◆ EXERCISE DESCRIPTION:
Every entry below is to be copied exactly, with nothing omitted.

◆ RECORDS PROVIDED:
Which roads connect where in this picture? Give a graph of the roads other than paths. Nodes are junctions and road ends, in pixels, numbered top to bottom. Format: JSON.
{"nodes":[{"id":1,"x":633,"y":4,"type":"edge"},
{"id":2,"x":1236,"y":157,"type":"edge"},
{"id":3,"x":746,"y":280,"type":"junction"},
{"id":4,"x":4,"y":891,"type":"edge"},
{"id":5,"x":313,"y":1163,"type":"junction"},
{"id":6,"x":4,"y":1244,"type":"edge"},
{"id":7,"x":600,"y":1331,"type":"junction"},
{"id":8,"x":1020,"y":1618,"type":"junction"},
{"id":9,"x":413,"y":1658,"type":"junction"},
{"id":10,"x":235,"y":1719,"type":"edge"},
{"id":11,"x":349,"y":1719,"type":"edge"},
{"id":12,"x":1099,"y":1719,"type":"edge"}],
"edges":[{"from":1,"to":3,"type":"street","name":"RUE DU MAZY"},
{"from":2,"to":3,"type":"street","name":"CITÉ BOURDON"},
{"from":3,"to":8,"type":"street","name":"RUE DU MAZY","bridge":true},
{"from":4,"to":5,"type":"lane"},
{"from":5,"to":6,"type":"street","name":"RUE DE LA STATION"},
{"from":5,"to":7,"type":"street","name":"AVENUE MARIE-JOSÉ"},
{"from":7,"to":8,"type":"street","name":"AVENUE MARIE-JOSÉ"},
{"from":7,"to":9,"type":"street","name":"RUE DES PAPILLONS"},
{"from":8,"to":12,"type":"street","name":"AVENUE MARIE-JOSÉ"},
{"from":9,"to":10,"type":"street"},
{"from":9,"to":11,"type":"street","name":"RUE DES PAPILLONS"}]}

◆ ANSWER SPACE:
Which roads connect where in this picture? Give a graph of the roads other than paths. Nodes are junctions and road ends, in pixels, numbered top to bottom. Format: JSON.
{"nodes":[{"id":1,"x":633,"y":4,"type":"edge"},
{"id":2,"x":1236,"y":157,"type":"edge"},
{"id":3,"x":746,"y":280,"type":"junction"},
{"id":4,"x":4,"y":891,"type":"edge"},
{"id":5,"x":313,"y":1163,"type":"junction"},
{"id":6,"x":4,"y":1244,"type":"edge"},
{"id":7,"x":600,"y":1331,"type":"junction"},
{"id":8,"x":1020,"y":1618,"type":"junction"},
{"id":9,"x":413,"y":1658,"type":"junction"},
{"id":10,"x":235,"y":1719,"type":"edge"},
{"id":11,"x":349,"y":1719,"type":"edge"},
{"id":12,"x":1099,"y":1719,"type":"edge"}],
"edges":[{"from":1,"to":3,"type":"street","name":"RUE DU MAZY"},
{"from":2,"to":3,"type":"street","name":"CITÉ BOURDON"},
{"from":3,"to":8,"type":"street","name":"RUE DU MAZY","bridge":true},
{"from":4,"to":5,"type":"lane"},
{"from":5,"to":6,"type":"street","name":"RUE DE LA STATION"},
{"from":5,"to":7,"type":"street","name":"AVENUE MARIE-JOSÉ"},
{"from":7,"to":8,"type":"street","name":"AVENUE MARIE-JOSÉ"},
{"from":7,"to":9,"type":"street","name":"RUE DES PAPILLONS"},
{"from":8,"to":12,"type":"street","name":"AVENUE MARIE-JOSÉ"},
{"from":9,"to":10,"type":"street"},
{"from":9,"to":11,"type":"street","name":"RUE DES PAPILLONS"}]}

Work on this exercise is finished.